Petits « cinémas-bars »
48Les cinémas-bars se multiplient entre 1907 et 1910. Jean-Jacques Meusy en répertorie un grand nombre dans Paris. Les recettes semblent bonnes car beaucoup continuent cette double activité jusqu’aux années 1920, même lorsqu’ils sont coincés entre deux « vrais cinémas », comme le Café-cinéma Robineau au 73 de la rue Faubourg-du-temple85. Les clients des cinémas peuvent continuer à voir des films en passant la porte du débit de boisson juste à côté de la salle qu’ils viennent de quitter. Le bruit des verres ne cessa d’accompagner les films dans ces lieux populaires que bien après la Première Guerre mondiale (et parfois la Seconde).
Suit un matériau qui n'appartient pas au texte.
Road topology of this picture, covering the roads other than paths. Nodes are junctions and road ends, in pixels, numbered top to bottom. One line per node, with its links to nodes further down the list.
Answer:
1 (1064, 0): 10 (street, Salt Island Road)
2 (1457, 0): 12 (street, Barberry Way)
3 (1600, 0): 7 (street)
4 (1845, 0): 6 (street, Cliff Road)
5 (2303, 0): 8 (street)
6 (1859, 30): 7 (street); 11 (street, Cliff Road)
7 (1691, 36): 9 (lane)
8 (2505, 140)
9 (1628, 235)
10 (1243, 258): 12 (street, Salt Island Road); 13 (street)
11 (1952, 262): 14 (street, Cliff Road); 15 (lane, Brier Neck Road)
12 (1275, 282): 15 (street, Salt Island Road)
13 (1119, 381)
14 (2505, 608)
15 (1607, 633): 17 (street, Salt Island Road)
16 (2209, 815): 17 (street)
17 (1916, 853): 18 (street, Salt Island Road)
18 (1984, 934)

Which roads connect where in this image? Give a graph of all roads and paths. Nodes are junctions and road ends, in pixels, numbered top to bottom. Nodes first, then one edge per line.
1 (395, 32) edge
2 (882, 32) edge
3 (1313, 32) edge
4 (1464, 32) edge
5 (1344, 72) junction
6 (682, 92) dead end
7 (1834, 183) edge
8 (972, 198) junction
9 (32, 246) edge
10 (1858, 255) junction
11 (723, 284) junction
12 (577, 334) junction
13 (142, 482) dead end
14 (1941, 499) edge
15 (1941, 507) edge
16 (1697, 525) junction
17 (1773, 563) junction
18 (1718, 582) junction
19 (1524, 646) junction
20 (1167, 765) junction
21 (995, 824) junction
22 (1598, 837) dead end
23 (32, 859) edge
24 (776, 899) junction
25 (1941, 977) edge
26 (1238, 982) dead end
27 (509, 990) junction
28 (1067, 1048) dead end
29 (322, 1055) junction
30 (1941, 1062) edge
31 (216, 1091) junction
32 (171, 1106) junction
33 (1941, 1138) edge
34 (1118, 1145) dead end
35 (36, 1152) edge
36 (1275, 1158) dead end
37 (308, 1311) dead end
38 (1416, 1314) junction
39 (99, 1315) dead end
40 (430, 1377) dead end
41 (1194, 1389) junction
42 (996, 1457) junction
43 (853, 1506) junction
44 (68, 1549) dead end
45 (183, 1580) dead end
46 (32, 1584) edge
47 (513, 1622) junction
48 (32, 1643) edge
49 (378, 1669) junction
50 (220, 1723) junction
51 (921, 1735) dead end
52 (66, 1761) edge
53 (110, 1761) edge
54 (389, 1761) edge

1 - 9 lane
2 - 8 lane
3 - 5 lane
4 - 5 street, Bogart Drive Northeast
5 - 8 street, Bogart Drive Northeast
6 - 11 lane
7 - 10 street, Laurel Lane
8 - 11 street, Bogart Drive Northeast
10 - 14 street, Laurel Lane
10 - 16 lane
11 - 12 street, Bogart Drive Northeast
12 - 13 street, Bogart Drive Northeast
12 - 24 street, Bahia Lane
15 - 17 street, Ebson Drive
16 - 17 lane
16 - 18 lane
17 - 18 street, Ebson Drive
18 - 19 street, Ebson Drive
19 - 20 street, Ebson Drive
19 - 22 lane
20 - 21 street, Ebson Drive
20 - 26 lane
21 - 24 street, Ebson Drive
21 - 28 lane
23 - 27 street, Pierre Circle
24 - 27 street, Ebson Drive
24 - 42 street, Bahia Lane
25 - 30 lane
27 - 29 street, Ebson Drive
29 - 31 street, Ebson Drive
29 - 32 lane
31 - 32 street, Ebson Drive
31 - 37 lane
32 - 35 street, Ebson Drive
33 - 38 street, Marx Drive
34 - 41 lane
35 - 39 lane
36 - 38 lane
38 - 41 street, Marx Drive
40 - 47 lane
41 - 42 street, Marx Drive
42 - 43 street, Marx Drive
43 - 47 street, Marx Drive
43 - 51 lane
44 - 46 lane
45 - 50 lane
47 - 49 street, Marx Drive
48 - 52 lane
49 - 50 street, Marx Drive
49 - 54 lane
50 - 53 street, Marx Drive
49Afin de limiter les cris d’ivrognes pendant les séances de cinéma, et surtout les nuisances à la sortie, en cas d’ingurgitation trop importante de boisson pendant la durée de la projection, des maires interdisent les bars dans les salles. À Annecy, le Palace Cinéma dépose une demande d’ouverture le 5 septembre 1913. La mairie donne son accord pour une ouverture le 16 septembre, mais refuse que soit adjoint un débit de boisson. En octobre 1913, le propriétaire refait une demande, cette fois-ci en suggérant la possibilité de vendre des boissons sans alcool. On ne connaît pas la réponse de la mairie86. Par contre en 1914, des cafés anneciens sont autorisés à diffuser des films87.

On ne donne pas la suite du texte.